Use hash maps for O(1) lookups to solve frequency counting and pairing problems
Hash maps provide O(1) average-case lookup, insertion, and deletion. They're essential for tracking frequencies, finding complements, detecting duplicates, and mapping relationships between elements.
Use when you need fast lookups, counting element frequencies, finding pairs with specific relationships, detecting duplicates, or mapping keys to values. Particularly useful for two-sum variants and anagram problems.
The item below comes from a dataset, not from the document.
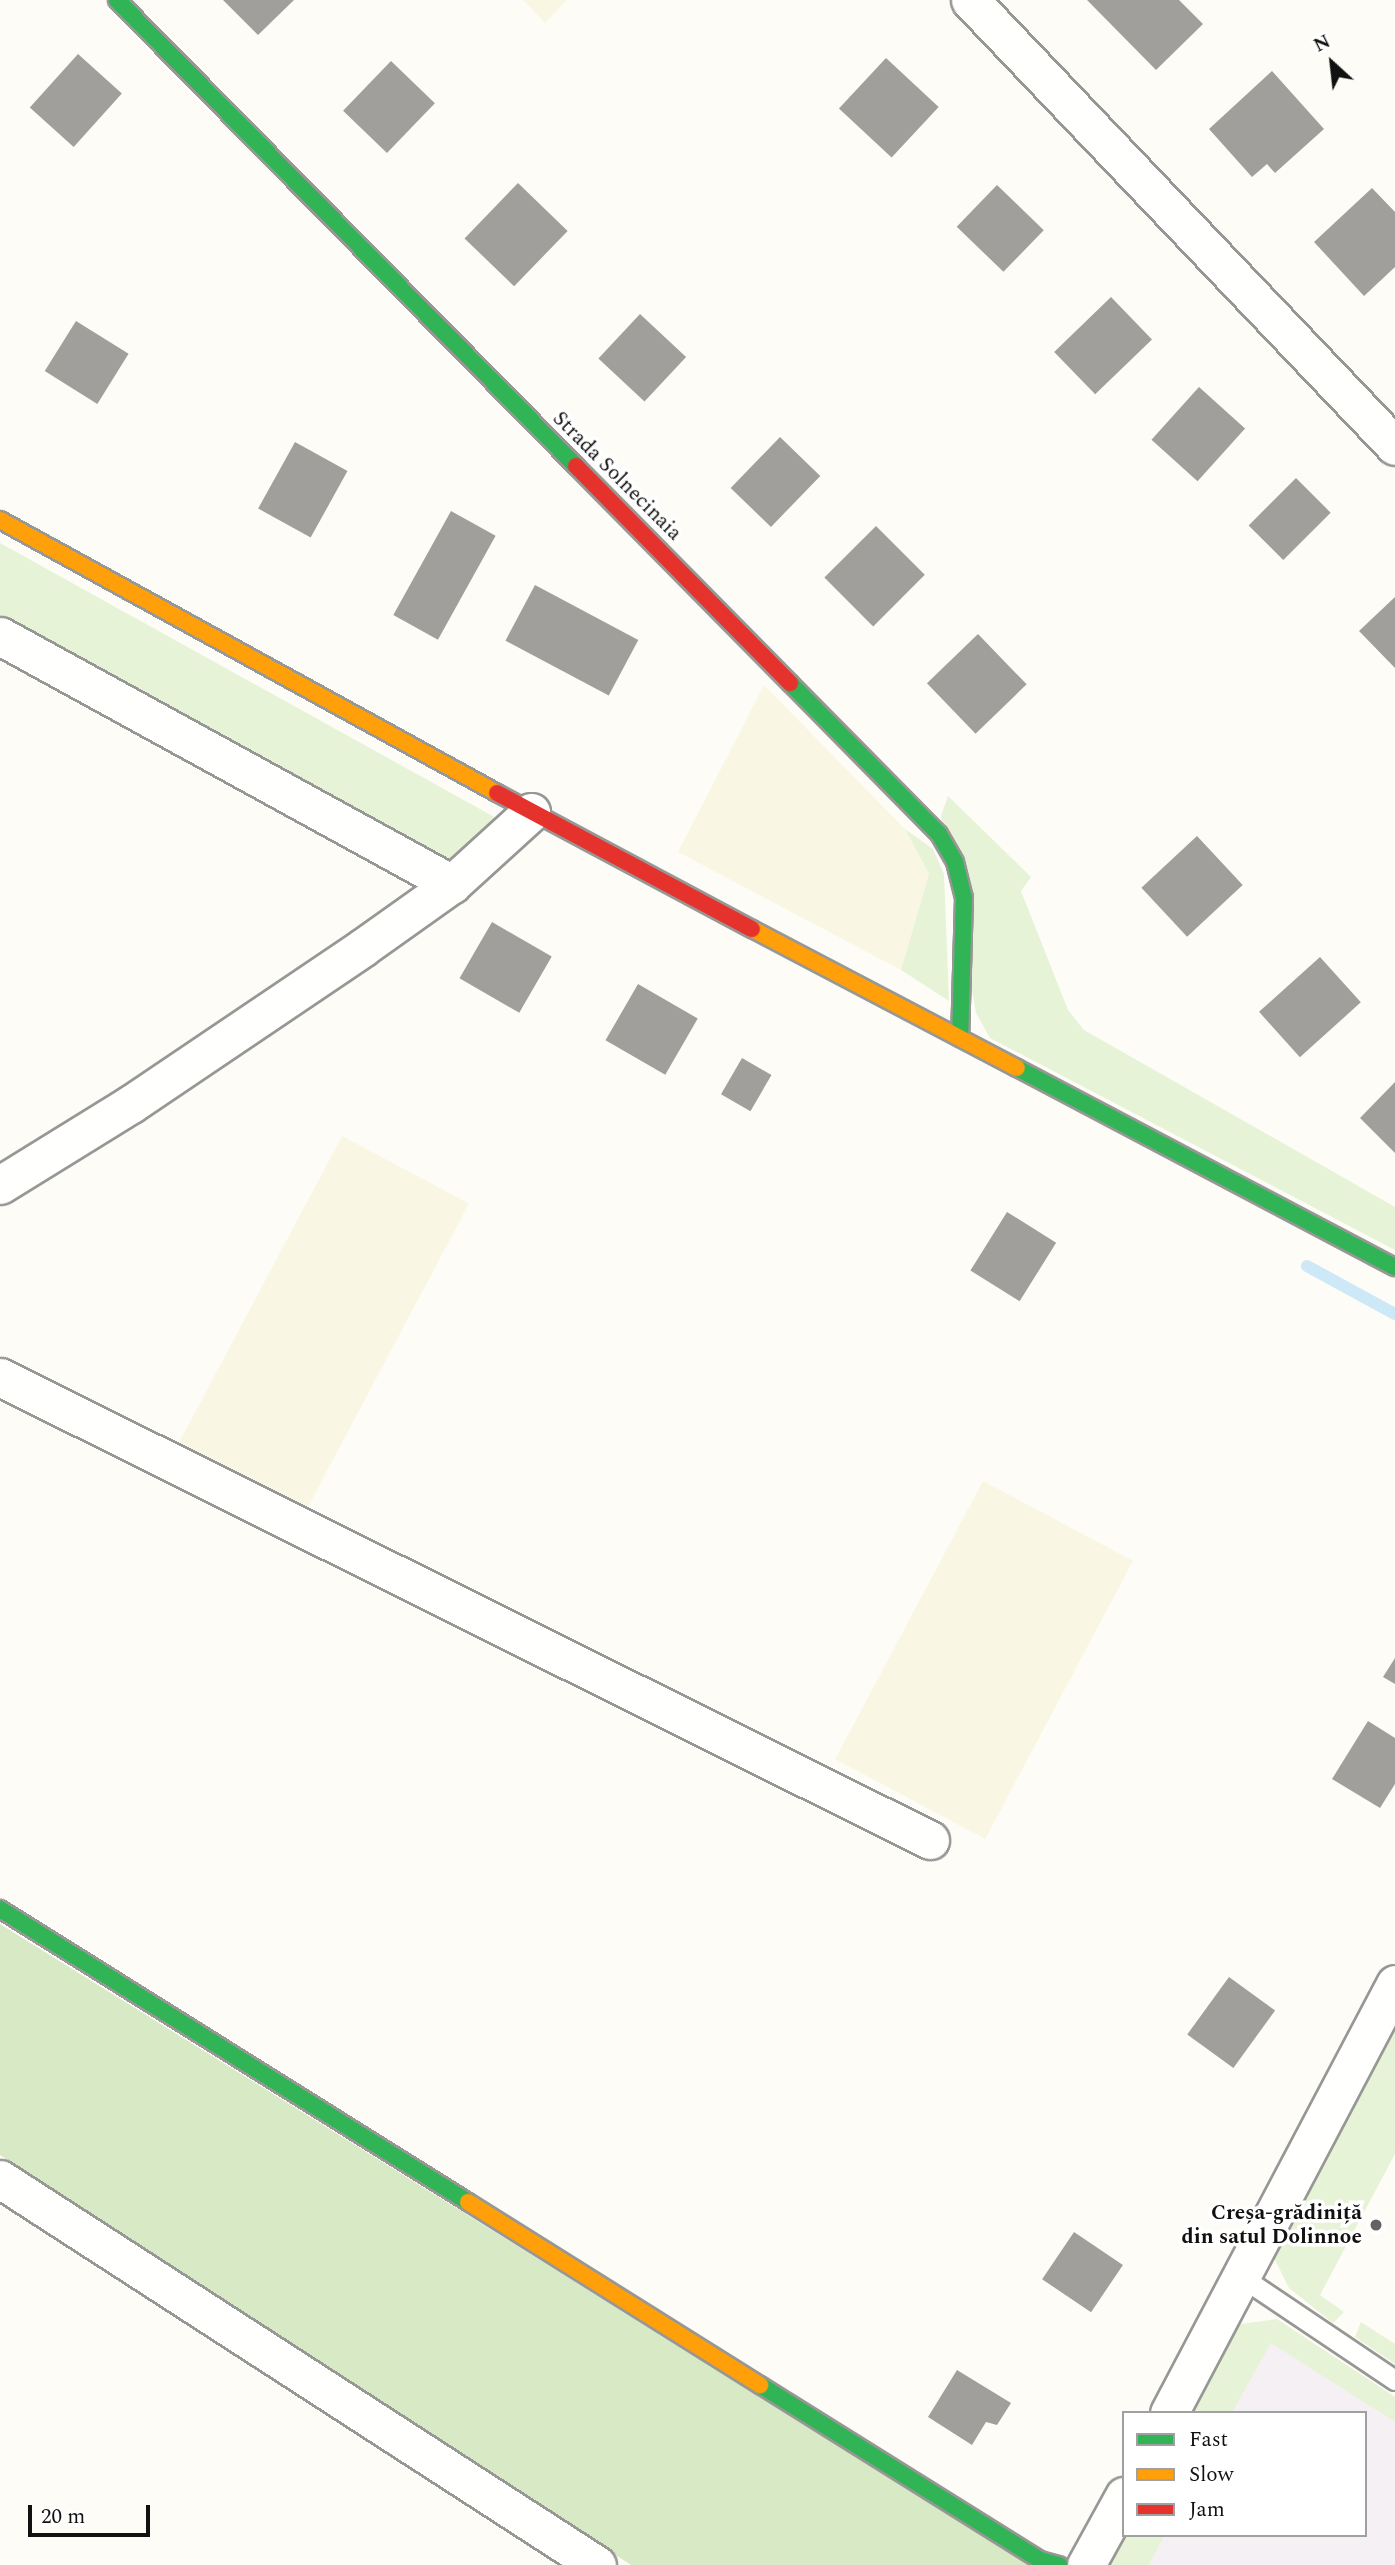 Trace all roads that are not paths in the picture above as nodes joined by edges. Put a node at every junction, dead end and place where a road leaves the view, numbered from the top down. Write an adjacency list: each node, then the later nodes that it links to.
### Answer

Count occurrences of elements to solve frequency-based problems
def frequency_counter(s):
freq = {}
for char in s:
freq[char] = freq.get(char, 0) + 1
return freq
# Example: Valid Anagram
def is_anagram(s, t):
if len(s) != len(t):
return False
freq = {}
for char in s:
freq[char] = freq.get(char, 0) + 1
for char in t:
if char not in freq or freq[char] == 0:
return False
freq[char] -= 1
return True
Find pairs by looking up complements in O(1) time
def two_sum(nums, target):
seen = {}
for i, num in enumerate(nums):
complement = target - num
if complement in seen:
return [seen[complement], i]
seen[num] = i
return []
# Example: Four Sum Count
def four_sum_count(A, B, C, D):
sum_ab = {}
# Store all possible sums from A and B
for a in A:
for b in B:
sum_ab[a + b] = sum_ab.get(a + b, 0) + 1
count = 0
# Check complements from C and D
for c in C:
for d in D:
complement = -(c + d)
count += sum_ab.get(complement, 0)
return count
Map elements to their indices or positions for quick lookups
def index_mapping(nums):
index_map = {}
for i, num in enumerate(nums):
if num not in index_map:
index_map[num] = []
index_map[num].append(i)
return index_map
# Example: Contains Duplicate II
def contains_nearby_duplicate(nums, k):
index_map = {}
for i, num in enumerate(nums):
if num in index_map and i - index_map[num] <= k:
return True
index_map[num] = i
return False
def hash_map_template(arr):
hash_map = {}
for i, val in enumerate(arr):
# Frequency counting
hash_map[val] = hash_map.get(val, 0) + 1
# Or complement lookup
complement = target - val
if complement in hash_map:
return [hash_map[complement], i]
# Or index mapping
hash_map[val] = i
return hash_map
Single pass through array with O(1) hash map operations.
Hash map stores up to n elements in worst case.